As a coach, public speaker, and best-selling author, I teach topics just like this one all around the world. So stay tuned, and I’ll give you practical tools that you can use to make both yourself and those around you both happier and more successful. Okay, let’s get ready to be freaked out, blow your minds. All the time that you live and are conscious, like when you’re awake, you are busy thinking. That’s what the mind does, you think and think and think. I’m gonna refer to the thinking part of our brain as your mind. Your mind, as it’s doing all this amazing thinking, is telling these narratives of who you are. It’s almost like having a play-by-play commentator talking about your life as though somehow it’s observing you separately, and it tells this narrative, the story of your life, and it becomes our very identity. It’s who we think we are.
I say to myself, “Look, I’m Paul. That’s my name. I’m 52 years old and I’m Canadian born. I’m living in this beautiful city. I feel safe,” or whatever the narrative I’m telling right now, that’s who I think I am. But that’s not really true. That’s simply some facts about this body that’s been here around the trips around the planet a certain number of times. But they’re all contrived in my mind, and my mind is just a tool. It’s like any other part of my evolutionary background. I’ve evolved to have this amazing thinking brain and it’s very, very useful and I’m grateful for it. But I’ve also evolved to stand upright and walk on two legs and I’ve got hands that can carry things. If I’m carrying boxes from one place to another, do I see my identity as a body that carries things? No, we don’t do that. It’s more things in our mind about who we tell ourselves that we are that we identify as being me.
“I’m Paul and I have these certain characteristics and I do these certain activities and I am this way or that way. I have these aspects of my personality and that’s who I think I am.” That’s my personality, that’s my ego, and I can do great things to defend that ego because I start thinking it’s pretty important. It’s who I am. But if we see the ego, the mind, the thinking mind as a similarly constructed evolutionary reality of the homo sapien species, then we can start to see that the mind is simply a useful tool. One that’s done extraordinarily good things for human beings in terms of our survival. But I am no more my mind than I am my opposable thumb or my upright walking, that’s not who I am.

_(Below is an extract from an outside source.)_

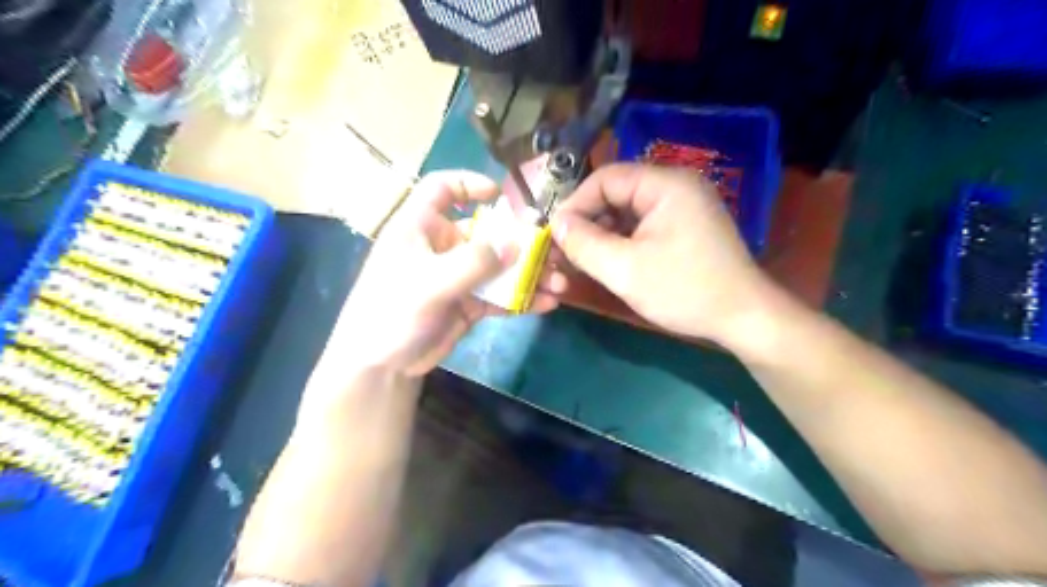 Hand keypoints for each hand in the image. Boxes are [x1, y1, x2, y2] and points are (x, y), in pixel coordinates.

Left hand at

Your mind has this wonderful capacity to develop concepts, to analyze things, to consider my relationships, to problem-solve for something in the future. It’s wonderful, but it’s just a tool like walking and opposable thumbs and all that kind of thing. So, we are essentially chimpanzees with big brains. That’s what we are as a species. But the part that’s who you are, who you really are, is the consciousness behind those thoughts. It’s the observation or the observer behind the mind, and that’s who you really are. Most of the time, because the narrative of our internal voices, our mind, is so loud and so always present, we’re rarely aware that it’s the observer that’s actually watching the game. The game which includes the thoughts in my mind. When we start to see that observer as separate from the thinker, then we start to get outside of this identity that’s tied up with our egos. That’s when we have the capacity to see who we really are: the conscious awareness, the observer, that’s who you really are.
The trouble, of course, is that because our minds are so busy and we perceive our world through our mind, we often, in fact 99% of the time, don’t differentiate between the observer and the mind. We think the mind is the mind, is the mind, and the mind is the ego, and that’s who I am. “I’m whatever I’m thinking in my mind. I feel this way, I think this way, I think that that guy’s a jerk because he cut me off in traffic and I’m angry about it, that’s who I am.” But we’re not that thing, that person, that construct. We’re the observer. When we can differentiate between those two things, wow, that’s when things open up, that’s when opportunity arises, that’s when freedom comes about. That freedom is really about seeing myself as separate from my ego, seeing myself as separate from my thoughts, these constructions of this identity. When we can get really clear about this, then these relationship patterns or repeat hurts and wounds that we suffer, that come of our ego and come from our defense of this sense of identity that we have, we can start seeing it with some objectivity and start going “Oh yeah, I’m not the angry person because I got mad at that driver. In fact, as I see anger arise, I might be able to see and go, that’s not who I am. In a moment, I’m going to get a text from my lover or my friend saying what a great intention they have for something we’re going to do later in the day, and then am I those thoughts and feelings? Did I change identities? Not at all, I’m just the observer. You are just the observer, that’s who you really are.”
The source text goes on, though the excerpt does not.